*Prompt*: Please count how many lines below contain the word "Main" and reply with only that number.

[Records contained in a dataset]
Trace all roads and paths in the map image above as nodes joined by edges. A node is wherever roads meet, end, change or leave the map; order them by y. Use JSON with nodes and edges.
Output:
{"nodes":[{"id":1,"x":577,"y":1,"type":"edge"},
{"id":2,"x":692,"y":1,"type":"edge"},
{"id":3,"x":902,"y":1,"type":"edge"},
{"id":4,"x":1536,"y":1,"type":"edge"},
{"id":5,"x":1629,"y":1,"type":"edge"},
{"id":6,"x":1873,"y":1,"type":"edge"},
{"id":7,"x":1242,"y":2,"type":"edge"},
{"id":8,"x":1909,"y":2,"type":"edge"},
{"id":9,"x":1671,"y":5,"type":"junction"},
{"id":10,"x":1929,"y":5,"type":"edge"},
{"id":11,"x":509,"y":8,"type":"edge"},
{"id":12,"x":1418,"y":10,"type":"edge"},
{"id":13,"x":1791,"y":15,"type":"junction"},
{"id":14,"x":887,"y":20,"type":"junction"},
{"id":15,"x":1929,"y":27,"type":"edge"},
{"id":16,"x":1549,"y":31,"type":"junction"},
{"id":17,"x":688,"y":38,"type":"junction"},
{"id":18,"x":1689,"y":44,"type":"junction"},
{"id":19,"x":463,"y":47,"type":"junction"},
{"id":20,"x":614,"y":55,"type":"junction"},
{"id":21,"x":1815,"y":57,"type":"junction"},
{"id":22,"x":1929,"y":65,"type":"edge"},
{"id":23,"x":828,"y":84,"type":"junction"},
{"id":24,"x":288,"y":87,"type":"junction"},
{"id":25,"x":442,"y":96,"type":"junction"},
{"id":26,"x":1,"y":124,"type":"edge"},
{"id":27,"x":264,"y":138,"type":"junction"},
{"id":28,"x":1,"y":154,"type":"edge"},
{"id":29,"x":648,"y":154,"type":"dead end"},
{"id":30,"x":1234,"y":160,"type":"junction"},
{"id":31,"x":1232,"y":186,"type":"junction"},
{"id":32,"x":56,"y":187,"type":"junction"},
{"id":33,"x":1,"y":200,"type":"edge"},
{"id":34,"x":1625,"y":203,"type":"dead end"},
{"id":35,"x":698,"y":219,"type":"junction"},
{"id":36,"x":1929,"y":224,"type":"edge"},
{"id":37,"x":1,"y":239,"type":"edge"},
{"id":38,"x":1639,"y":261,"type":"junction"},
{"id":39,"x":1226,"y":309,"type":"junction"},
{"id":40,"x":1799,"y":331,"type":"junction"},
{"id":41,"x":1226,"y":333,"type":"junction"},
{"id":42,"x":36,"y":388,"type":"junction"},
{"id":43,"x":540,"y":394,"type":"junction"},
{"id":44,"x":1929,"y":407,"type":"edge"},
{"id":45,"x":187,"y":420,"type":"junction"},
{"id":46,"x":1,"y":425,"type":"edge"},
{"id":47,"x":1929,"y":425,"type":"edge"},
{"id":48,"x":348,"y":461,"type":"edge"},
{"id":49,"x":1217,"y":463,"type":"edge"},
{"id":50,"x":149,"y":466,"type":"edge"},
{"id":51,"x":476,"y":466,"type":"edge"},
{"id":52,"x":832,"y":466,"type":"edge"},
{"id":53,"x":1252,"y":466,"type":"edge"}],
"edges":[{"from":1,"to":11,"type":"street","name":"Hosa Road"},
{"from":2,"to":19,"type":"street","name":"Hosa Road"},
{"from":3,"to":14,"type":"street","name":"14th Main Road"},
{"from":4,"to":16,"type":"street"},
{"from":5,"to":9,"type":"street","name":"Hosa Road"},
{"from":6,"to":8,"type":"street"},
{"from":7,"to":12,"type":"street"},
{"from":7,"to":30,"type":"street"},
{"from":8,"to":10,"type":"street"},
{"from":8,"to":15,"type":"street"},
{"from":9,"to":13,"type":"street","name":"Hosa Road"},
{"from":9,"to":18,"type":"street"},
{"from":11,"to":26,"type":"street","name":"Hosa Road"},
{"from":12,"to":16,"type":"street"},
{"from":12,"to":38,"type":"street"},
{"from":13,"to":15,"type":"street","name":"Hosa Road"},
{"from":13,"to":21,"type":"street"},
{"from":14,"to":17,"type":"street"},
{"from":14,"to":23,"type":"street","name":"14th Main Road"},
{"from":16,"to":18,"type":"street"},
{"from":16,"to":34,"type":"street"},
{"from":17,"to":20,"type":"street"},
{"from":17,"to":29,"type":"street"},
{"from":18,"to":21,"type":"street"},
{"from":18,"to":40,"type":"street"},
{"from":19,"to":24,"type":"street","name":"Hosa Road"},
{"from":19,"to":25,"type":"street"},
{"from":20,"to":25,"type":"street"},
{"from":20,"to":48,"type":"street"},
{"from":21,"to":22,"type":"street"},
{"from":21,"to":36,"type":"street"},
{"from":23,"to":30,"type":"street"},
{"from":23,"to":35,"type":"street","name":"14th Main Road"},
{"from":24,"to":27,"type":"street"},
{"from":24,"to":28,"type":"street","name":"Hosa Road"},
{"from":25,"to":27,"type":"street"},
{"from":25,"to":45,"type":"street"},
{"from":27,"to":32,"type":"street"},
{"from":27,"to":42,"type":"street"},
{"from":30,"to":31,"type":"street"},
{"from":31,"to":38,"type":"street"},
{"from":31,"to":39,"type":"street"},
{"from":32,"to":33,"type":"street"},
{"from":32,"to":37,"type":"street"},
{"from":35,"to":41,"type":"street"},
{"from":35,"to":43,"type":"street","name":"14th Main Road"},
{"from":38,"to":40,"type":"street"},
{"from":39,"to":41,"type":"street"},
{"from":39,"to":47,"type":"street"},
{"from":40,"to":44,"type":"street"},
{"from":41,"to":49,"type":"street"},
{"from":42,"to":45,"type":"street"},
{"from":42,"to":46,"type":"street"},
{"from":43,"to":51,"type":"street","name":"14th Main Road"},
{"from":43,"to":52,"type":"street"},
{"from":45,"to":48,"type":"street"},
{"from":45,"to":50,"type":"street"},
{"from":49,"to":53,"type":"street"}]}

*Task output*: 5